I keep forgetting Destination America exists. It just seems to exist as a band-aid to fix what damage Planet Green did, and you suspect that a new format or channel merger with Fit & Health is ahead in its future.

As for Investigation Discovery, it's doing well now, but in two years, what happens when all the viewers figure out every show is just 'murder case starts...talking heads...trial...result'? It is a very monotonous network with lookalike programming, and filled with the worst voiceover announcers in existence. The only reason it's doing well is because Lifetime can only get and make so many made-for-TV movies these days, and their reenactments in their programming are pretty much existing to give away SAG cards.
I think The Hub has improved in primetime, also. I LOVED The Wonder Years, Happy Days, Laverne and Shirley, and Family Ties, but let's face it, they aren't a great fit on a kids channel in 2012. I'm sure I'm somewhat alone with this opinion, but I think that was a positive move to move the older series out of the primetime line-up.

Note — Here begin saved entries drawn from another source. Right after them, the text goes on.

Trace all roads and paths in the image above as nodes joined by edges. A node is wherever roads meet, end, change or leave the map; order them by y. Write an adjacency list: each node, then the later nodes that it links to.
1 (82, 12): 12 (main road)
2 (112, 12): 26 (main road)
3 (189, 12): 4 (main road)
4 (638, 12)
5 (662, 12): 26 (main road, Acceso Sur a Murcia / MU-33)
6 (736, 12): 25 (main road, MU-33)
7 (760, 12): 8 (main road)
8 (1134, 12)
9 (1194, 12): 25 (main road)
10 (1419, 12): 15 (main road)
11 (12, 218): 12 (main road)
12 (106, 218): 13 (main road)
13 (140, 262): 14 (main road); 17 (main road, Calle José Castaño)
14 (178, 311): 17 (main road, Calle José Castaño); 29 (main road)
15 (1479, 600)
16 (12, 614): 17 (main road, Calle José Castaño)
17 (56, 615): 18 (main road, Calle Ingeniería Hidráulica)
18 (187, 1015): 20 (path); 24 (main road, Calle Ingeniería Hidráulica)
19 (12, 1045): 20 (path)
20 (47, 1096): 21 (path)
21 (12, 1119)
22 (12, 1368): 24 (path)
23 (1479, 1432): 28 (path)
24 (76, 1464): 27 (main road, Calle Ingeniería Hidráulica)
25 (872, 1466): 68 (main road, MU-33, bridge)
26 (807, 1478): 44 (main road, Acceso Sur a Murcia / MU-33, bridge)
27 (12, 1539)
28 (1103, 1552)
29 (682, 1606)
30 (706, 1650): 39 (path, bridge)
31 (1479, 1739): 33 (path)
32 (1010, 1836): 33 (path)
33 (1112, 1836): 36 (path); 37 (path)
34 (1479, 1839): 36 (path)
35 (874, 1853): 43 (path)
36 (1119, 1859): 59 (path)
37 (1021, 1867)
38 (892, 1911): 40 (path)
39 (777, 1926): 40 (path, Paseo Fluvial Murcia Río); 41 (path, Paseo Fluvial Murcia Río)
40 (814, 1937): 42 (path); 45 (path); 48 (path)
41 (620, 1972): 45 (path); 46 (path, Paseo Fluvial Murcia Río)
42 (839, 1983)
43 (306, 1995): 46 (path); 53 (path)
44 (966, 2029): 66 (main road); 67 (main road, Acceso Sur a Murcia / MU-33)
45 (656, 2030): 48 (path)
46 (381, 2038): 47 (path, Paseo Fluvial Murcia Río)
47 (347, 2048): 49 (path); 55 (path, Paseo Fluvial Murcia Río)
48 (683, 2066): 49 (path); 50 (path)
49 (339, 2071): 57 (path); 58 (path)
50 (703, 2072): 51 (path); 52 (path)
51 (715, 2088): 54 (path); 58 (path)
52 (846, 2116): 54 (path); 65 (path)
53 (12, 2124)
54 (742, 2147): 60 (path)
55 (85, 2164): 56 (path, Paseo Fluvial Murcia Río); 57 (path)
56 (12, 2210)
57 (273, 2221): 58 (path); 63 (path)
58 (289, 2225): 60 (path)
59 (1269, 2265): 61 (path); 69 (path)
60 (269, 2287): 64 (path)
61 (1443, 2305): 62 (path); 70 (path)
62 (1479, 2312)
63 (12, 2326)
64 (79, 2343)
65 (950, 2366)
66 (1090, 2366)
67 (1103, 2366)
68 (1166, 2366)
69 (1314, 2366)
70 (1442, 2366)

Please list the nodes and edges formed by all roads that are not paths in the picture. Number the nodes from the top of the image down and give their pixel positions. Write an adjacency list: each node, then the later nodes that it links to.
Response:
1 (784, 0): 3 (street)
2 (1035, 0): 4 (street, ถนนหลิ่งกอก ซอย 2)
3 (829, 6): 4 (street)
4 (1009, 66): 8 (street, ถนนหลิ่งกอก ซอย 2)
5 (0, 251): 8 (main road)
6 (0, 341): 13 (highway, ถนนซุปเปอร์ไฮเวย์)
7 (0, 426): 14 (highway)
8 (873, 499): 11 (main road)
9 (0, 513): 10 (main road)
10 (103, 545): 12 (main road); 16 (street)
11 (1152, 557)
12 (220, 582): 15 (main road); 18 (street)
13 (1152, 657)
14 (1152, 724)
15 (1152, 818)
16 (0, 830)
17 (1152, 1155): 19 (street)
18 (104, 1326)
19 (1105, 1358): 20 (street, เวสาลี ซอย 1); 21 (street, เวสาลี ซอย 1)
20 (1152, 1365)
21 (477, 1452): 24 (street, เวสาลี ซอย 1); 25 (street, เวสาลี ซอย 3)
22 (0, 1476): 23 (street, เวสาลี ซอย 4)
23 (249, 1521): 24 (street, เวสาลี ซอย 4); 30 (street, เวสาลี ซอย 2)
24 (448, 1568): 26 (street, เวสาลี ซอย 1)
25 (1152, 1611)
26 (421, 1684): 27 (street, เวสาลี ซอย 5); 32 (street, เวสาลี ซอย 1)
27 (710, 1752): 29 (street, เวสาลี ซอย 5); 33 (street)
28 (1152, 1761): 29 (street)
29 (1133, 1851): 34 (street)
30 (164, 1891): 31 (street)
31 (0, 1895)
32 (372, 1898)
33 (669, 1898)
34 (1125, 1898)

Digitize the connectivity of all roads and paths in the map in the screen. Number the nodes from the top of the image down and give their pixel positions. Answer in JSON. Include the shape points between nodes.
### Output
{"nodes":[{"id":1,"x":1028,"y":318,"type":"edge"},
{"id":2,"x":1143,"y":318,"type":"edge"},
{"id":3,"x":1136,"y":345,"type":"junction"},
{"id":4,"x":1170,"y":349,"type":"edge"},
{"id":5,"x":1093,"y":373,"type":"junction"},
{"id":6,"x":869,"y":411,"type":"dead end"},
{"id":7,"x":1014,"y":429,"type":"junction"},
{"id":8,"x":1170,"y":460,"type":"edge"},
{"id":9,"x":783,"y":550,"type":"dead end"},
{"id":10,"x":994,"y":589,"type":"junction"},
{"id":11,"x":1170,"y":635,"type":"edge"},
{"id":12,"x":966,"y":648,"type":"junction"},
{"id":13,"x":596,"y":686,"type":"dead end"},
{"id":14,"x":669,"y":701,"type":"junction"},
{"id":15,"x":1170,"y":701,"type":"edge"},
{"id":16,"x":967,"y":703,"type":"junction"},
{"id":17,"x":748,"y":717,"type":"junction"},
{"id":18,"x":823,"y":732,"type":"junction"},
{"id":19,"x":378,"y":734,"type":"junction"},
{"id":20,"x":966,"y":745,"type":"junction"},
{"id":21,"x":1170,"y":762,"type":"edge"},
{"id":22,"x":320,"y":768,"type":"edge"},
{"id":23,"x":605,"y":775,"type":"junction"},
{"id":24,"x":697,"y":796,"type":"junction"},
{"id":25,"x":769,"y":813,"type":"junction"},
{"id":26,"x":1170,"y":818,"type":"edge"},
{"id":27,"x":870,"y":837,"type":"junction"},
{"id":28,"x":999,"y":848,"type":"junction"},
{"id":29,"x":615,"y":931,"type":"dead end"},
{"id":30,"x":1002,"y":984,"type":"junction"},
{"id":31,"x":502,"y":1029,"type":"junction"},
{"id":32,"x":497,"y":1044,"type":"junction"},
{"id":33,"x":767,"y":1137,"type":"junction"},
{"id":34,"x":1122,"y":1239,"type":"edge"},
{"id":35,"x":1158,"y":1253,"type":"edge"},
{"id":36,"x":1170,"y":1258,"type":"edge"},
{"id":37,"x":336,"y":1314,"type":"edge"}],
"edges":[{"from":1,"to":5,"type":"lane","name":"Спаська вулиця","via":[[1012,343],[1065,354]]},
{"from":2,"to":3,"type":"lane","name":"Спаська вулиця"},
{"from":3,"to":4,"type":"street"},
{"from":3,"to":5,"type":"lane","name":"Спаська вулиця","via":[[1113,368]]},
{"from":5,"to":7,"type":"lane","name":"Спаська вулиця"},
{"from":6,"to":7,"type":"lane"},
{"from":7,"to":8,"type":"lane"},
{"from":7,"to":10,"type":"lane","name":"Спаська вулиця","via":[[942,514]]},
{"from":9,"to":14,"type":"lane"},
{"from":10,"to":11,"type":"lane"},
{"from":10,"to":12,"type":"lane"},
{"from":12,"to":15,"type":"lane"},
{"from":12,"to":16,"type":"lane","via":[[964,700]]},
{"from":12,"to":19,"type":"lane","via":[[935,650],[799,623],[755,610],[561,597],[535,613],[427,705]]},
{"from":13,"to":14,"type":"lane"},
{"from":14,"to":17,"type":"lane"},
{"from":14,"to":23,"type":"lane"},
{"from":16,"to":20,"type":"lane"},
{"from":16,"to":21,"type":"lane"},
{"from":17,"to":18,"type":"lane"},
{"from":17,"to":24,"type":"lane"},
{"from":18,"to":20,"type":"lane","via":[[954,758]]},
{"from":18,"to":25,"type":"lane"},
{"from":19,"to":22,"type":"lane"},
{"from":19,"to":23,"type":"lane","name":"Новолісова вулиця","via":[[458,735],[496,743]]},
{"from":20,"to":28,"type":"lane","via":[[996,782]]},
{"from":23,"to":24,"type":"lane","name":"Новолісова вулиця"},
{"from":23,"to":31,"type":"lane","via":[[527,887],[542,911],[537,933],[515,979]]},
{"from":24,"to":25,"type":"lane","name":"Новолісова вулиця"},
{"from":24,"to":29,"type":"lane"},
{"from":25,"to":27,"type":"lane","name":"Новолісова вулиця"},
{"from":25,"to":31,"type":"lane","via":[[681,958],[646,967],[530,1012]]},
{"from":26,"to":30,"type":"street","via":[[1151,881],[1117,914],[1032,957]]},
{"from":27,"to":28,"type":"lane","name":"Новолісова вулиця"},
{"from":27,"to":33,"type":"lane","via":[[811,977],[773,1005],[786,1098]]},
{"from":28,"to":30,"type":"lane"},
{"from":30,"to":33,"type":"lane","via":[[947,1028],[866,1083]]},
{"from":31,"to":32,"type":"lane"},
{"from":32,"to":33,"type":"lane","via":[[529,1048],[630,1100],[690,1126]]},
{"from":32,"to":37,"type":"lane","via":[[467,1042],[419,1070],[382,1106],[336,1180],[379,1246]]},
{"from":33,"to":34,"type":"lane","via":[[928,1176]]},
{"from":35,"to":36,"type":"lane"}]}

I've always thought some "news" programming would be nice on ID. Sort of like some of the old Court-TV programming and cover murder trials in the news, but don't go all over-the-top like the Nancy Grace types. I doubt Discovery would want to put those resources in to it, though, because they have never really done news programming and don't have those resources readily available. I agree that it runs together. Some up-to-date coverage would help break the monotonousness of the network up.

Destination America has been so many different things. Travel & Living, Home & Leisure, Home, Planet Green. Starting to think it's going to take a miracle for anything to ever do well there. Discovery has tried so many concepts on so many different channels. I'd like to see a history-based channel from them that was as focused as Science, but I think that was already tried with Discovery Civilization or Times or whatever that was. I think a lot of this is just good evidence that we have too many channels, and it's very difficult for a new network to break through at this point (actually, it has been that way for quite a while). I mean, look at how many channels OWN is actually up against.
 
mrschimpf said:
I'm beginning to realize that we'll only see Oprah reruns when she passes away years from now. She keeps promising reruns, but will pull them back in the last moment or only airs bits and pieces among retrospective shows. Yet we get to tolerate Dr. Phil's archive of skeevery daily instead on OWN in exchange. ::)

Really? Is there that much of a demand of for old Oprah reruns? Even ones from the '80s? Ok, maybe when her show was on syndication, but now Oprah is likely less relevant. She keeps a smaller more dedicated audience to Oprah's Next Chapter. Anyways Oprah has tried to distance herself from most of those 80's episodes which were sleazier or just so out of date. But there were a few where she did guest recaps later on.
 
ding12 said:
mrschimpf said:
I'm beginning to realize that we'll only see Oprah reruns when she passes away years from now. She keeps promising reruns, but will pull them back in the last moment or only airs bits and pieces among retrospective shows. Yet we get to tolerate Dr. Phil's archive of skeevery daily instead on OWN in exchange. ::)

Really? Is there that much of a demand of for old Oprah reruns? Even ones from the '80s? Ok, maybe when her show was on syndication, but now Oprah is likely less relevant. She keeps a smaller more dedicated audience to Oprah's Next Chapter. Anyways Oprah has tried to distance herself from most of those 80's episodes which were sleazier or just so out of date. But there were a few where she did guest recaps later on.

There's a reason Me-TV, Antenna TV, Game Show Network and VH1 Classic exist; people do want to see older content. If it's a smaller audience or the content is embarrassing now. Yes, there's going to be a lot of out of date crap in daytime talk reruns, but we have cable networks archiving everything now, even three episode reality bombs and it's not out there so they can air newer crap that just won't connect? Doesn't make much sense.